Dans l’arène des communales, les forces en présence paraissent moins ambiguës que d’habitude. Pour résumer, sans s’embarrasser de finasseries d’analyse, disons qu’il y a d’un côté le PJD et de l’autre, les autres eux-mêmes en concurrence entre eux. Le PJD, au référentiel religieux, entend faire de ces élections un moyen d’évaluation de sa capacité de pénétration au cœur de la société et de la résonnance de son discours au plus près des gens, au nom de l’Islam politique. Chez les autres, c’est surtout le PAM qui se propose d’empêcher cette incrustation islamiste par la voie des urnes. Il ne s’en cache que peu ou pas du tout, à tel point qu’il semble avoir été formaté pour cela.

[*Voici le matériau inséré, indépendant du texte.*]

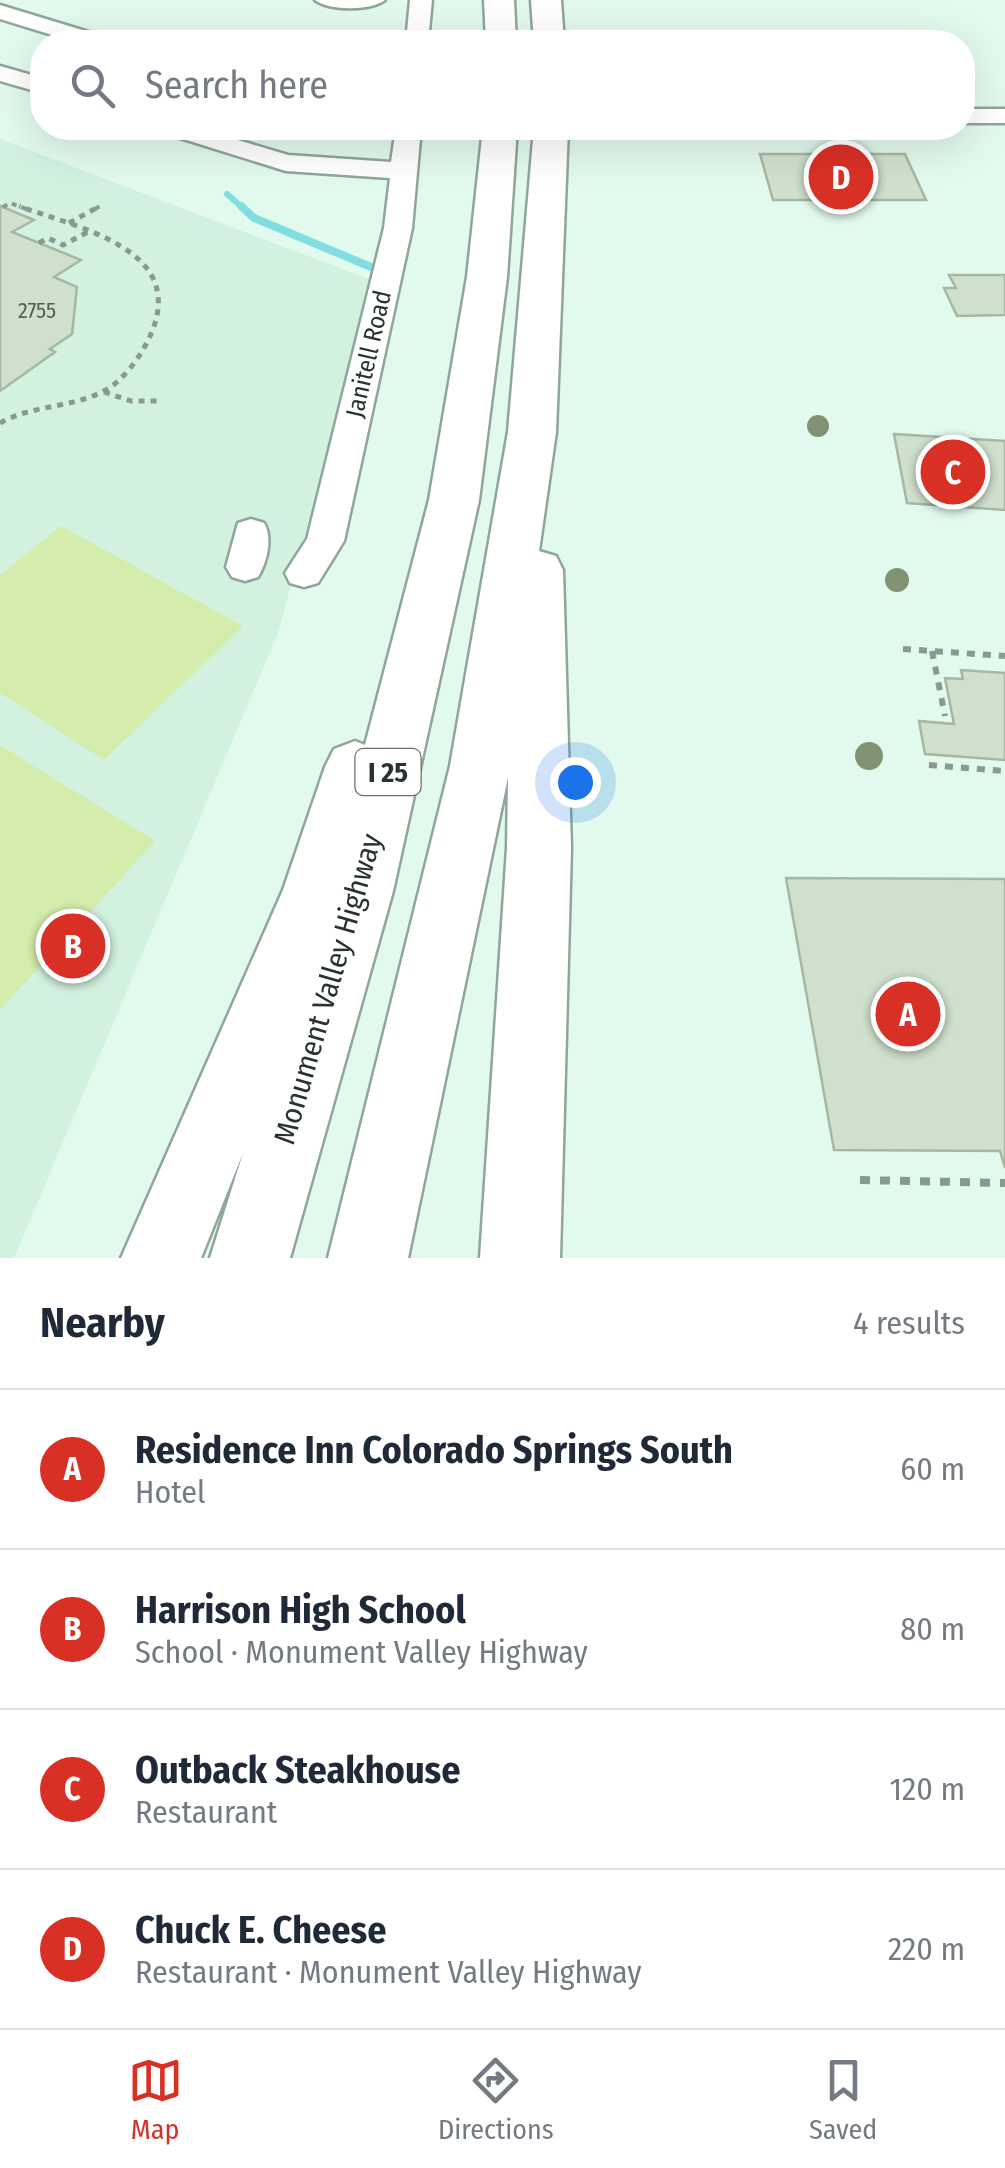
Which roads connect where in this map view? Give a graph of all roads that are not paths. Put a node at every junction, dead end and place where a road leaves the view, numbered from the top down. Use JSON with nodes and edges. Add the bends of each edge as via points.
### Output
{"nodes":[{"id":1,"x":326,"y":0,"type":"edge"},
{"id":2,"x":374,"y":0,"type":"edge"},
{"id":3,"x":421,"y":0,"type":"edge"},
{"id":4,"x":499,"y":0,"type":"edge"},
{"id":5,"x":546,"y":0,"type":"edge"},
{"id":6,"x":0,"y":12,"type":"edge"},
{"id":7,"x":58,"y":30,"type":"edge"},
{"id":8,"x":418,"y":30,"type":"edge"},
{"id":9,"x":500,"y":30,"type":"edge"},
{"id":10,"x":549,"y":30,"type":"edge"},
{"id":11,"x":0,"y":73,"type":"edge"},
{"id":12,"x":30,"y":82,"type":"edge"},
{"id":13,"x":975,"y":116,"type":"edge"},
{"id":14,"x":1005,"y":116,"type":"edge"},
{"id":15,"x":212,"y":140,"type":"edge"},
{"id":16,"x":407,"y":140,"type":"edge"},
{"id":17,"x":499,"y":140,"type":"edge"},
{"id":18,"x":549,"y":140,"type":"edge"},
{"id":19,"x":404,"y":172,"type":"junction"},
{"id":20,"x":488,"y":277,"type":"junction"},
{"id":21,"x":536,"y":366,"type":"junction"},
{"id":22,"x":304,"y":573,"type":"dead end"},
{"id":23,"x":161,"y":1258,"type":"edge"},
{"id":24,"x":250,"y":1258,"type":"edge"},
{"id":25,"x":368,"y":1258,"type":"edge"},
{"id":26,"x":520,"y":1258,"type":"edge"}],
"edges":[{"from":1,"to":2,"type":"street"},
{"from":3,"to":8,"type":"street"},
{"from":4,"to":9,"type":"highway"},
{"from":5,"to":10,"type":"highway"},
{"from":6,"to":7,"type":"street"},
{"from":11,"to":12,"type":"street"},
{"from":13,"to":14,"type":"street"},
{"from":15,"to":19,"type":"street","via":[[286,163]]},
{"from":16,"to":19,"type":"street","name":"Janitell Road"},
{"from":17,"to":20,"type":"highway","name":"Monument Valley Highway","number":"I 25"},
{"from":18,"to":21,"type":"highway"},
{"from":19,"to":22,"type":"street","name":"Janitell Road","via":[[398,228],[326,540]]},
{"from":20,"to":23,"type":"highway","via":[[328,855]]},
{"from":20,"to":24,"type":"highway","name":"Monument Valley Highway","number":"I 25","via":[[454,500],[428,612],[360,890]]},
{"from":21,"to":25,"type":"highway","via":[[532,432],[480,766]]},
{"from":21,"to":26,"type":"highway","via":[[539,848]]}]}
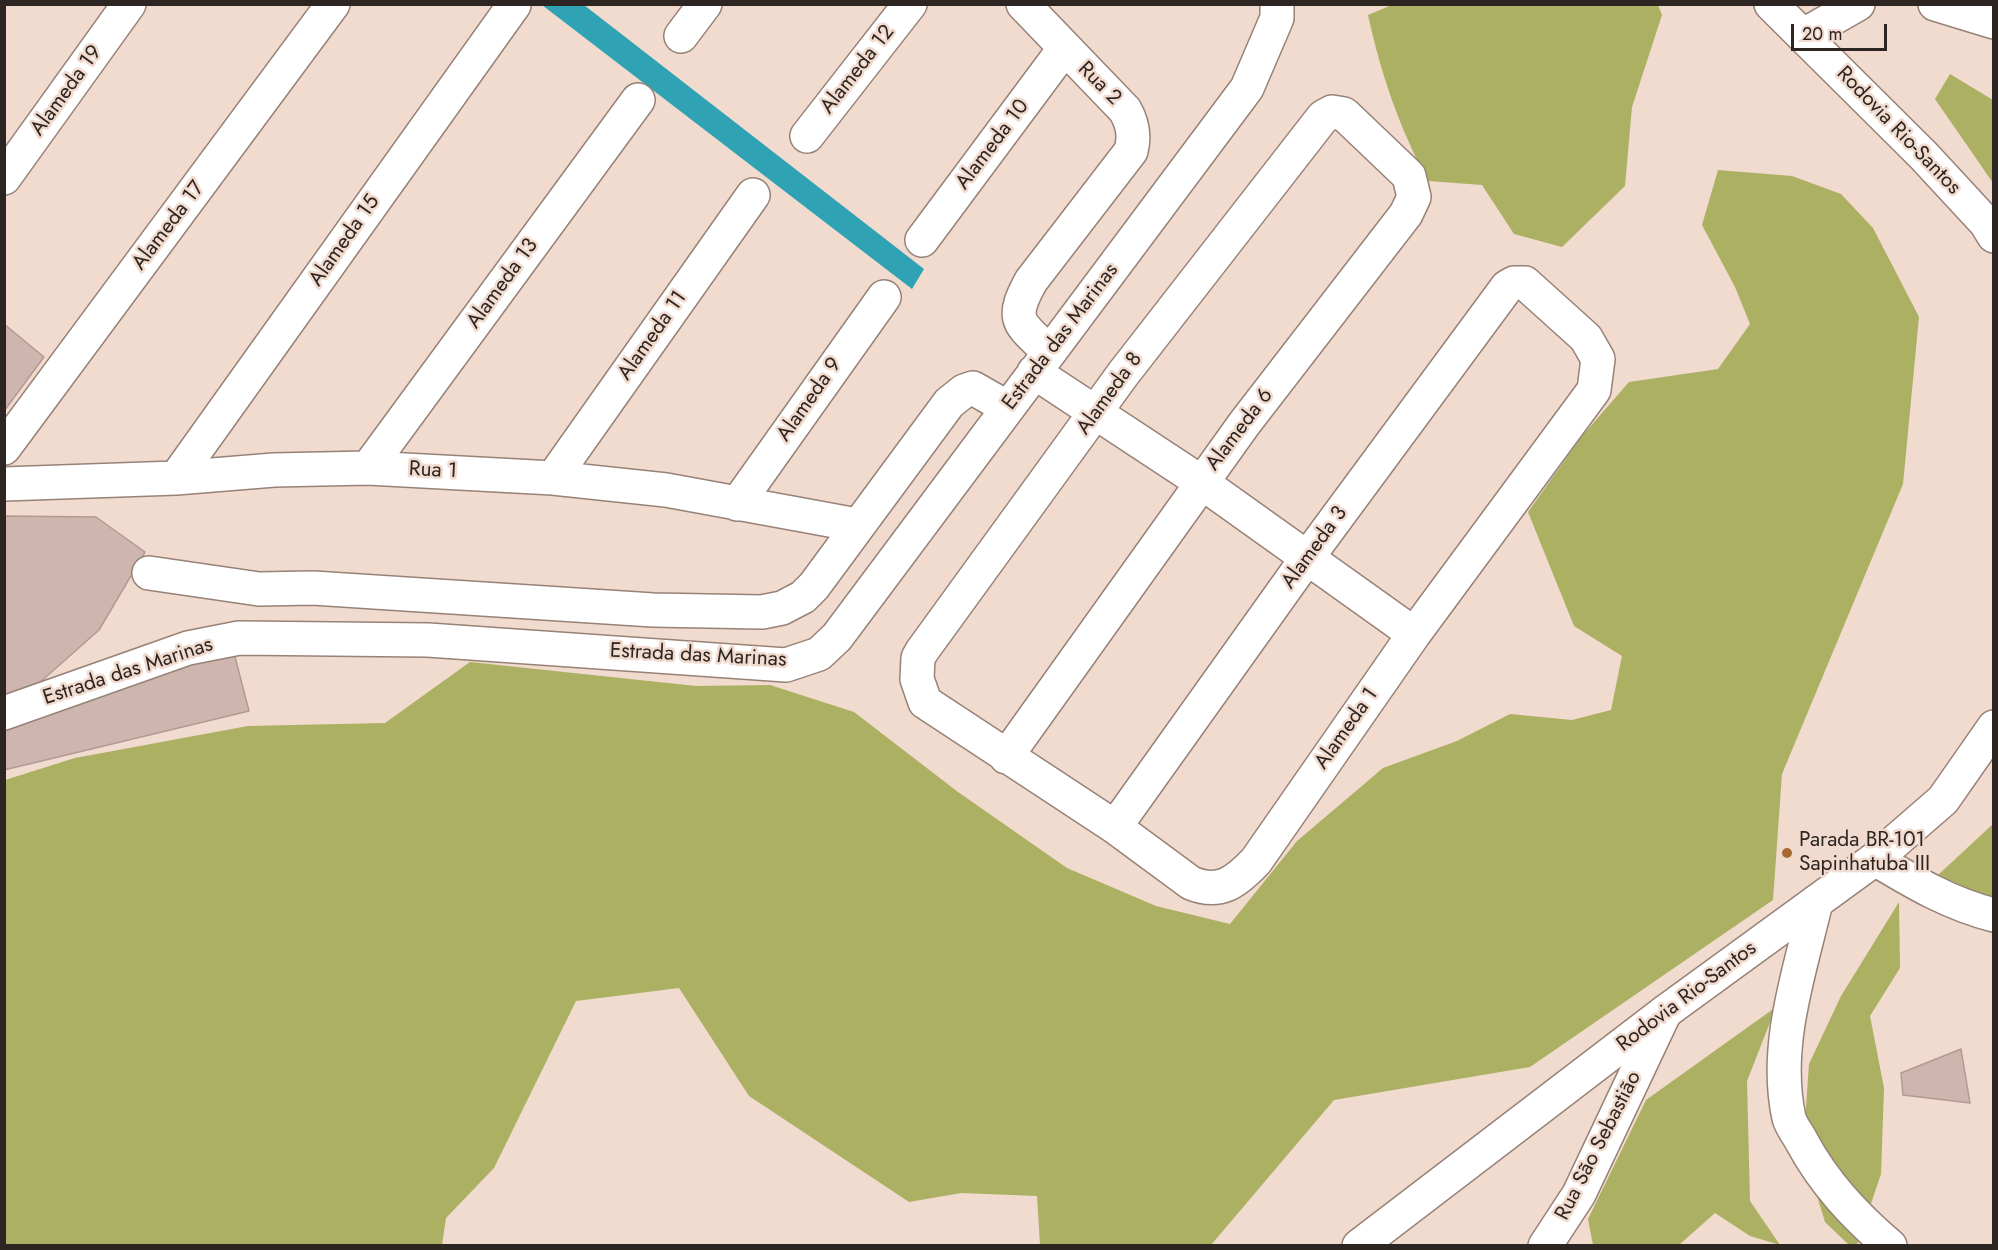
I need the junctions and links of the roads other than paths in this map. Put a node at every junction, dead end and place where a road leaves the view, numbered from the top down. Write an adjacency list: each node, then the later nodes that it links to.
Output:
1 (129, 4): 18 (main road, Alameda 19)
2 (333, 4): 27 (main road, Alameda 17)
3 (514, 4): 29 (main road, Alameda 15)
4 (705, 4): 13 (main road)
5 (910, 4): 17 (main road, Alameda 12)
6 (1023, 4): 14 (main road, Rua 2)
7 (1276, 4): 24 (main road, Estrada das Marinas)
8 (1771, 4): 12 (main road, Rodovia Rio-Santos)
9 (1858, 4): 12 (main road)
10 (1935, 4): 11 (main road)
11 (1994, 22)
12 (1804, 35): 20 (main road, Rodovia Rio-Santos)
13 (681, 36)
14 (1064, 50): 21 (main road, Alameda 10); 24 (main road, Rua 2)
15 (638, 100): 28 (main road, Alameda 13)
16 (1344, 114): 26 (main road, Alameda 8); 31 (main road, Alameda 6)
17 (807, 136)
18 (4, 178)
19 (753, 195): 30 (main road, Alameda 11)
20 (1994, 236)
21 (922, 240)
22 (1524, 283): 35 (main road, Alameda 3); 37 (main road, Alameda 1)
23 (884, 297): 33 (main road, Alameda 9)
24 (1042, 362): 25 (main road, Estrada das Marinas); 26 (main road, Rua 2)
25 (1008, 408): 34 (main road); 39 (main road, Estrada das Marinas)
26 (1097, 413): 31 (main road, Rua 2); 38 (main road, Alameda 8)
27 (4, 448)
28 (368, 468): 29 (main road, Rua 1); 30 (main road, Rua 1)
29 (176, 478): 32 (main road, Rua 1)
30 (553, 478): 33 (main road, Rua 1)
31 (1201, 482): 35 (main road, Rua 2); 41 (main road, Alameda 6)
32 (4, 484)
33 (737, 504): 34 (main road, Rua 1)
34 (857, 525): 36 (main road)
35 (1307, 558): 37 (main road, Rua 2); 42 (main road, Alameda 3)
36 (149, 573)
37 (1414, 634): 42 (main road, Alameda 1)
38 (925, 702): 41 (main road, Alameda 1)
39 (4, 713)
40 (1994, 727): 43 (main road, Rodovia Rio-Santos)
41 (1006, 757): 42 (main road, Alameda 1)
42 (1115, 827)
43 (1875, 859): 44 (main road, Rodovia Rio-Santos); 45 (main road)
44 (1816, 902): 46 (main road, Rodovia Rio-Santos); 49 (main road)
45 (1994, 915)
46 (1665, 1012): 47 (main road, Rodovia Rio-Santos); 48 (main road, Rua São Sebastião)
47 (1359, 1245)
48 (1545, 1245)
49 (1890, 1245)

Lors des précédentes Communales du 12 juin 2009, on a déjà eu un avant-goût de cette confrontation. Le PAM, qui venait d’être créé, avait remporté une victoire-surprise avec 21,7 % des sièges. Quant au PJD, même avec une 6e place, il était tout de même arrivé en première position dans les villes où le vote se faisait sur la base du scrutin de liste. Par la suite, à l’occasion de l’élection des membres des bureaux et des maires des villes, la rivalité déclarée entre le PAM et le PJD a donné lieu à des affrontements homériques ; le but étant d’écarter le PJD de la direction des grandes villes.
Toute chose étant par ailleurs égale, dit-on, nombre de similitudes concourent à faire le parallèle, un peu trop vite, entre le PAM et le FDIC (Front pour la défense des institutions constitutionnelles). Comparaison n’est pas raison, pour le simple fait que nous ne sommes pas dans le même contexte politique. Un bref rappel. Nous sommes au début des années 1960. Deux consultations populaires sont prévues, les Législatives et les Communales pour le 17 mai et le 28 juillet 1963. Le FDIC a été créé et programmé pour rafler ces deux mises électorales. L’UNFP et l’UMT, suivis par l’Istiqlal après quelques hésitations, optent pour le boycott. Le Maroc baigne dans la complotite. Arrestations massives dans les rangs de l’UNFP. Pratiquement seul en lice, le FDIC est gratifié de 90 % des sièges dans les municipalités et les communes rurales. Un certain Ahmed Réda Guédira, proche du Palais, ministre de l’Intérieur jusqu’au 5 juin 1963 et grand artisan de la carte politique devant l’éternel, dans la durée, est aux manettes.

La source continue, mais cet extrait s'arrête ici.